Prof Pan’s lab uniquely merges fundamental chemistry, biology and engineering to bring solution to today’s healthcare problems. His research is highly collaborative and interdisciplinary centering on the development of novel materials for biomedical applications, immune-nanomedicine and targeted therapies for stem-like cancer cell with phenotypically screened nanomedicine platforms and biosensing approaches for infectious diseases. Over the years, this research has resulted in more than 200 high impact peer reviewed publications in scientific journals, numerous conference abstracts and has been supported by multimillion-dollar external funding from NIH, NSF, DoD, American Heart Association and other private/foundational funding sources. He has mentored more than 15 postdoctoral scientists, 14 MS/PhD students and >30 undergraduates in his laboratories.

Prof. Pan edited and co-written two books published from Taylor and Francois (Nanomedicine: A Soft Matter Perspective, ISBN-13: 978-1466572829) and Springer (Personalized Medicine with a Nanochemistry Twist: Nanomedicine (Topics in Medicinal Chemistry, ISBN-13: 978-3319335445).

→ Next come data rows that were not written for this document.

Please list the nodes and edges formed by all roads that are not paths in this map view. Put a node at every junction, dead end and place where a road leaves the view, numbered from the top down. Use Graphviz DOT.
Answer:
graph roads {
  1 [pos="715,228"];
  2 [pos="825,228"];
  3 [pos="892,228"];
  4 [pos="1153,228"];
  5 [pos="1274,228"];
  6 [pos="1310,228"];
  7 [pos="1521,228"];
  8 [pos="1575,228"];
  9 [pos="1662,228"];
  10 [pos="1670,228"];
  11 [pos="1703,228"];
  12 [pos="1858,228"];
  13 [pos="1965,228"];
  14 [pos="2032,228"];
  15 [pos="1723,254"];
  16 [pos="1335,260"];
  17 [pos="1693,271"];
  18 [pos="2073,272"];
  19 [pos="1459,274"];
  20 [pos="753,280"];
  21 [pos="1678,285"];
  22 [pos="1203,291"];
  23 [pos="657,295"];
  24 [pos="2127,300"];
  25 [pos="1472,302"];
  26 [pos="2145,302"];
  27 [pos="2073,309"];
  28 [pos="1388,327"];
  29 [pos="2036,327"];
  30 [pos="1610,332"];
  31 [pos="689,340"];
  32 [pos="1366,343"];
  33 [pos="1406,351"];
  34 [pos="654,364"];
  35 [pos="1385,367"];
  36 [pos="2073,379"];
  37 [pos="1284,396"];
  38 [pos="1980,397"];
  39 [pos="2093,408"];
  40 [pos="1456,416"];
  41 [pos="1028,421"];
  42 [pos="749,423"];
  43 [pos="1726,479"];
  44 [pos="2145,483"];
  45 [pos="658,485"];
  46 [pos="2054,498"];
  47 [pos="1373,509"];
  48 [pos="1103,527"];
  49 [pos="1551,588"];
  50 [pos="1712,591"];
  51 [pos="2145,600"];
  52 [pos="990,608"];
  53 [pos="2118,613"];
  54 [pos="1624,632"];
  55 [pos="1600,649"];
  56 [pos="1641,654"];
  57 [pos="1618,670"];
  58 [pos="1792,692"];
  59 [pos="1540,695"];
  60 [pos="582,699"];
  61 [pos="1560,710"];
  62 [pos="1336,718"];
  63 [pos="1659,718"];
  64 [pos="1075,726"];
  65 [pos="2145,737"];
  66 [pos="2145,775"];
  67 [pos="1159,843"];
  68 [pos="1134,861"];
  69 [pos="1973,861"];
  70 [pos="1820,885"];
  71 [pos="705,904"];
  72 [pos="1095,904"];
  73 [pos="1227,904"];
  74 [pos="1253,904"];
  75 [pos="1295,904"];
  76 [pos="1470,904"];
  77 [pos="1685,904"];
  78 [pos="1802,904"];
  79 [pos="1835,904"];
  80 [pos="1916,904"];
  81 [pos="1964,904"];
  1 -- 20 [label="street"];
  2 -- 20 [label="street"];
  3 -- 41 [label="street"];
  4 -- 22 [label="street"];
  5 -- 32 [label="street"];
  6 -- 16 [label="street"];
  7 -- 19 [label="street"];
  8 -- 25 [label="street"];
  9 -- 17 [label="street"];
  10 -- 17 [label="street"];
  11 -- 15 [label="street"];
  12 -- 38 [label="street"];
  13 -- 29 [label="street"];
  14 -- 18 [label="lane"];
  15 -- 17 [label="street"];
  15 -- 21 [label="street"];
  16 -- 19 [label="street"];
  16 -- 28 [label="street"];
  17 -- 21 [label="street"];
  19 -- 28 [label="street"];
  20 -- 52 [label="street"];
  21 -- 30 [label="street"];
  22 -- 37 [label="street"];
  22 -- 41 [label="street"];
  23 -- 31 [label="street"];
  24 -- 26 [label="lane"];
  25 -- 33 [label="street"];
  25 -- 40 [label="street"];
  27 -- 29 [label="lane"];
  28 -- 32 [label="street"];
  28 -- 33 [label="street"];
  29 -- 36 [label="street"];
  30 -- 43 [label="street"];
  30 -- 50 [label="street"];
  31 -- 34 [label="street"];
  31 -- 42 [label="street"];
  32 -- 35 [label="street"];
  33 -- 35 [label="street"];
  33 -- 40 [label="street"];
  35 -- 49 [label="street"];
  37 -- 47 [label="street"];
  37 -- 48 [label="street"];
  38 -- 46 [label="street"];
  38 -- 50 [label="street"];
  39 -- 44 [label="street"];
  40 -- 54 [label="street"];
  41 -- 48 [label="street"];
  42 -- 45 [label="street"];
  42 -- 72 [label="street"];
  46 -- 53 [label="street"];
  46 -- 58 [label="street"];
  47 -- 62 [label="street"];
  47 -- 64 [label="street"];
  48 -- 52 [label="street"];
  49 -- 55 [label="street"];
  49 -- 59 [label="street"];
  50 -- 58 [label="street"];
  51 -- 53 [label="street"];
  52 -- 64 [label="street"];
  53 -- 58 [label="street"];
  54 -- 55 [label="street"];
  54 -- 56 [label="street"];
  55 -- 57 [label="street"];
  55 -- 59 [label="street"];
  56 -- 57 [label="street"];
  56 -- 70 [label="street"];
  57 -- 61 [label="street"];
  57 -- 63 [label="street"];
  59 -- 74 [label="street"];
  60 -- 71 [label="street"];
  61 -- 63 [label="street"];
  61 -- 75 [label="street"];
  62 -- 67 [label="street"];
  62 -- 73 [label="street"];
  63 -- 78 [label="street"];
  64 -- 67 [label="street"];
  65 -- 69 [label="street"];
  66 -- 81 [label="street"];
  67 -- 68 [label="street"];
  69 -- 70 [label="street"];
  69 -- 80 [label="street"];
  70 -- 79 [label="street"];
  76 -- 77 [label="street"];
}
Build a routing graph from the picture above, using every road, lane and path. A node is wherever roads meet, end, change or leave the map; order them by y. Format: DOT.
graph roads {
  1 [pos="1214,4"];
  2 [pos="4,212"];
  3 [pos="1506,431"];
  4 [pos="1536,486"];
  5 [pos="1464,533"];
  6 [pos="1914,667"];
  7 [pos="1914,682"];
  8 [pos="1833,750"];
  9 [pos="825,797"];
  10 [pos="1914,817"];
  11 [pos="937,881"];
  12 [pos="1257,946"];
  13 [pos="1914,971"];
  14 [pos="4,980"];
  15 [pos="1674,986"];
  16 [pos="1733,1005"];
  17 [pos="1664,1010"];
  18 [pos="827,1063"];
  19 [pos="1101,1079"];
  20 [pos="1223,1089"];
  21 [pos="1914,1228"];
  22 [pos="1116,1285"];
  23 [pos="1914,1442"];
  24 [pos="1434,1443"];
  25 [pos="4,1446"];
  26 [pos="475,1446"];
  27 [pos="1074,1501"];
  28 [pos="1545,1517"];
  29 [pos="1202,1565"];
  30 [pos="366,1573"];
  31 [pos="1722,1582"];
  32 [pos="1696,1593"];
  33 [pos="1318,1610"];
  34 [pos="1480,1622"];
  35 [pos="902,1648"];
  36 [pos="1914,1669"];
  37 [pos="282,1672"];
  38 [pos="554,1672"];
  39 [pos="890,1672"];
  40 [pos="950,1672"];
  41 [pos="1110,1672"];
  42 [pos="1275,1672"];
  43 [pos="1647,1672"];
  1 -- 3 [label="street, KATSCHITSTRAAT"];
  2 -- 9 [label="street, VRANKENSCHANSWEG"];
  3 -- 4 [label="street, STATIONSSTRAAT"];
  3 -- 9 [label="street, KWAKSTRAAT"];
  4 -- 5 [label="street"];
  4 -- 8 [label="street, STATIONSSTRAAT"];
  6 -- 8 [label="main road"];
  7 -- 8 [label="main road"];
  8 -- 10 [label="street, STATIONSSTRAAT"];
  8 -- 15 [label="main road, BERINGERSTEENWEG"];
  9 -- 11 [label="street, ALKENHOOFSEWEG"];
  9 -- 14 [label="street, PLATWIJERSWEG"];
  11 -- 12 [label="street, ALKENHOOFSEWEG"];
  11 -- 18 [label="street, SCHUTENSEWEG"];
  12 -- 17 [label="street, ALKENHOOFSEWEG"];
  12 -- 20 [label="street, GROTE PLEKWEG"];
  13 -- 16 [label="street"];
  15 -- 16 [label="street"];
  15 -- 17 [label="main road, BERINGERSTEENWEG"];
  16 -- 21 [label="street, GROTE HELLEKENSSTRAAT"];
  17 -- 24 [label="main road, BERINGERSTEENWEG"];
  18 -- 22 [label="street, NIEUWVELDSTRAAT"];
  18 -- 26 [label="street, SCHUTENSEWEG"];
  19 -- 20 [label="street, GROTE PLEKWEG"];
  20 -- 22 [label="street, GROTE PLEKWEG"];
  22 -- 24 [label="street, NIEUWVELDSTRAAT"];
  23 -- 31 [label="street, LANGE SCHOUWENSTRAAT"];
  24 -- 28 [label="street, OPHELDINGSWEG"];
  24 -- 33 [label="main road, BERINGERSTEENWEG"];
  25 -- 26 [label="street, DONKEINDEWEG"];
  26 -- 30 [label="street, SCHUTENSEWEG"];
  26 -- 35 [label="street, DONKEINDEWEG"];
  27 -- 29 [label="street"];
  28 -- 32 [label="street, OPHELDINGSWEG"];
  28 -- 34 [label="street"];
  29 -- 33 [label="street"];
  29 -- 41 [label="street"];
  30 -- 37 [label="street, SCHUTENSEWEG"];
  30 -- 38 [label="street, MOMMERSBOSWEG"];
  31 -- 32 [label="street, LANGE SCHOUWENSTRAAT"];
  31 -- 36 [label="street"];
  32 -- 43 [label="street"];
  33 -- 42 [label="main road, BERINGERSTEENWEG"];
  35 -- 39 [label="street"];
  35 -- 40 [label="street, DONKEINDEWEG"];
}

He holds multiple patents (>20 US granted patents and applications), numerous invention disclosures several ongoing clinical trials. He is the founder of three University based early start-ups. He is the CEO/President for a biotechnology start-up Vitruvian Bio, dedicated to developing novel image guided therapies. He co-founded InnSight Technologies dedicated to developing next generation biosensing solution for ocular diseases. His other company KaloCyte, Inc, which he cofounded with his clinical collaborators, develops artificial oxygen career. He acts as a Chief Technology Officer for all the spin-offs from his lab. His technology has been licensed for commercial development multiple times. He serves as study section review board member for NIH, CDMRP (DoD), NSF and multiple review committee member for American Heart Association. In 2016 he received Nanomaterials Letter (NML) Researcher award, in 2017 a Young Innovator Award from Biomedical Engineering Society (BMES) and a Deans Award for Research Excellence in 2018. He is an elected fellow of Royal Society of Chemistry, a Fellow of American Heart Association and an elected fellow of American College of Cardiology. Professor Pan is an Associate Editor for WIRES Nanomedicine and Nanobiotechnology, and an editorial advisory board member of Molecular Pharmaceutics (ACS).